## What to work on
Lines with "SkCanvas": copy each one from the listing below.

## Data shown
****

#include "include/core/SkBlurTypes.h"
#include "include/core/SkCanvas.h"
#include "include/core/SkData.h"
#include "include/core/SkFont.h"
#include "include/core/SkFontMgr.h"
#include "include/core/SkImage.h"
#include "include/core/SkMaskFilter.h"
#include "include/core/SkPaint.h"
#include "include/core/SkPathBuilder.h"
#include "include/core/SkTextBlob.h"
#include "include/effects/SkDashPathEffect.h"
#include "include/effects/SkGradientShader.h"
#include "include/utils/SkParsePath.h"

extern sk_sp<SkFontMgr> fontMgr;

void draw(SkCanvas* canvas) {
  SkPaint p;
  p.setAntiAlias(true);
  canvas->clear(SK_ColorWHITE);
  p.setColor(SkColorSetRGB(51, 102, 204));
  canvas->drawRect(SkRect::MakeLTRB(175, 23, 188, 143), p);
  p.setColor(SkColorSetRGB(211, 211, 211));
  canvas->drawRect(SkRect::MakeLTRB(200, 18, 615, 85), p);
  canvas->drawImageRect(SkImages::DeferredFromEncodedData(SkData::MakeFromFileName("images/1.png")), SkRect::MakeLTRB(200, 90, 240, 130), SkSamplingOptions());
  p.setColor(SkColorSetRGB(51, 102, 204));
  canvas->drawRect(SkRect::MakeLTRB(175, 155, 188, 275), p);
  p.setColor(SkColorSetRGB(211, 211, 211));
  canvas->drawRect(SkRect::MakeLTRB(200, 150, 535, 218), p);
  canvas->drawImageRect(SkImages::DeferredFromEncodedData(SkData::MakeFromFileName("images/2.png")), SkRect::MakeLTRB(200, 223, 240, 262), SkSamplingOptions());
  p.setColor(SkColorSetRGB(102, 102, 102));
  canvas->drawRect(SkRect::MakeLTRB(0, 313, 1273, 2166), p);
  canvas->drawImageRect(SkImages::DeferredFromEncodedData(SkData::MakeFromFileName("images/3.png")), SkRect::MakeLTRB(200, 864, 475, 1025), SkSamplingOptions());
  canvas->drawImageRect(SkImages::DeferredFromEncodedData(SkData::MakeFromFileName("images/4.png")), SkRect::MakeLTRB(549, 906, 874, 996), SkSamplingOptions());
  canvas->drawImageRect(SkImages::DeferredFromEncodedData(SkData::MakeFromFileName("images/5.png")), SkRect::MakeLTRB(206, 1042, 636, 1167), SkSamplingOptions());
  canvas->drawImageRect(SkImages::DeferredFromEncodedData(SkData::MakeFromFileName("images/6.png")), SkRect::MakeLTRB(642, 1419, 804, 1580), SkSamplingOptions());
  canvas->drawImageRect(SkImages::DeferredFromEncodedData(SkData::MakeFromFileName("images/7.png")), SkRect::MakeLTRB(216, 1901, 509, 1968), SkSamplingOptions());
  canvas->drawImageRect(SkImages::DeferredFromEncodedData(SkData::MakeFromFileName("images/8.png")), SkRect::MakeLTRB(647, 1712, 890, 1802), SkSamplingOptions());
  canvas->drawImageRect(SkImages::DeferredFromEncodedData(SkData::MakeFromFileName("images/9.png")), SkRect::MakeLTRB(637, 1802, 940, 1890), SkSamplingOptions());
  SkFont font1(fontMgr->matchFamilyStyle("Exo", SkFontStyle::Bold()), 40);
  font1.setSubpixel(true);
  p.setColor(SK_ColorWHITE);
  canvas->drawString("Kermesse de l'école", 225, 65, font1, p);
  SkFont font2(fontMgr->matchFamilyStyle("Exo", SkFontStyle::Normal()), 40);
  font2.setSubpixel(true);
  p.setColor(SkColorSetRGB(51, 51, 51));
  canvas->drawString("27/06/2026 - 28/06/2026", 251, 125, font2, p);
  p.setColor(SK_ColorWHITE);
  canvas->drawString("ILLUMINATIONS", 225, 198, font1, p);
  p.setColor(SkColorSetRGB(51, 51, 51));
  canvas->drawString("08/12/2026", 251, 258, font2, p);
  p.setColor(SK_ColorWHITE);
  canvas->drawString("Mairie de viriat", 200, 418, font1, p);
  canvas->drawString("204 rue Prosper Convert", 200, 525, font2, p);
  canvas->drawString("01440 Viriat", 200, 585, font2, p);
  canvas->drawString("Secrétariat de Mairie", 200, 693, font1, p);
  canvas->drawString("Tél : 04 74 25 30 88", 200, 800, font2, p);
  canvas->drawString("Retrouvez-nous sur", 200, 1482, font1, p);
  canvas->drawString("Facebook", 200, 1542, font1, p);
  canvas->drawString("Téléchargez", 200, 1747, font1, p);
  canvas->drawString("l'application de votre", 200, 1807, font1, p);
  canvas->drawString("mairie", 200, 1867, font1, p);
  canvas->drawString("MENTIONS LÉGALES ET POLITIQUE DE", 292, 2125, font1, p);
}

****

## Problem solution
#include "include/core/SkCanvas.h"
void draw(SkCanvas* canvas) {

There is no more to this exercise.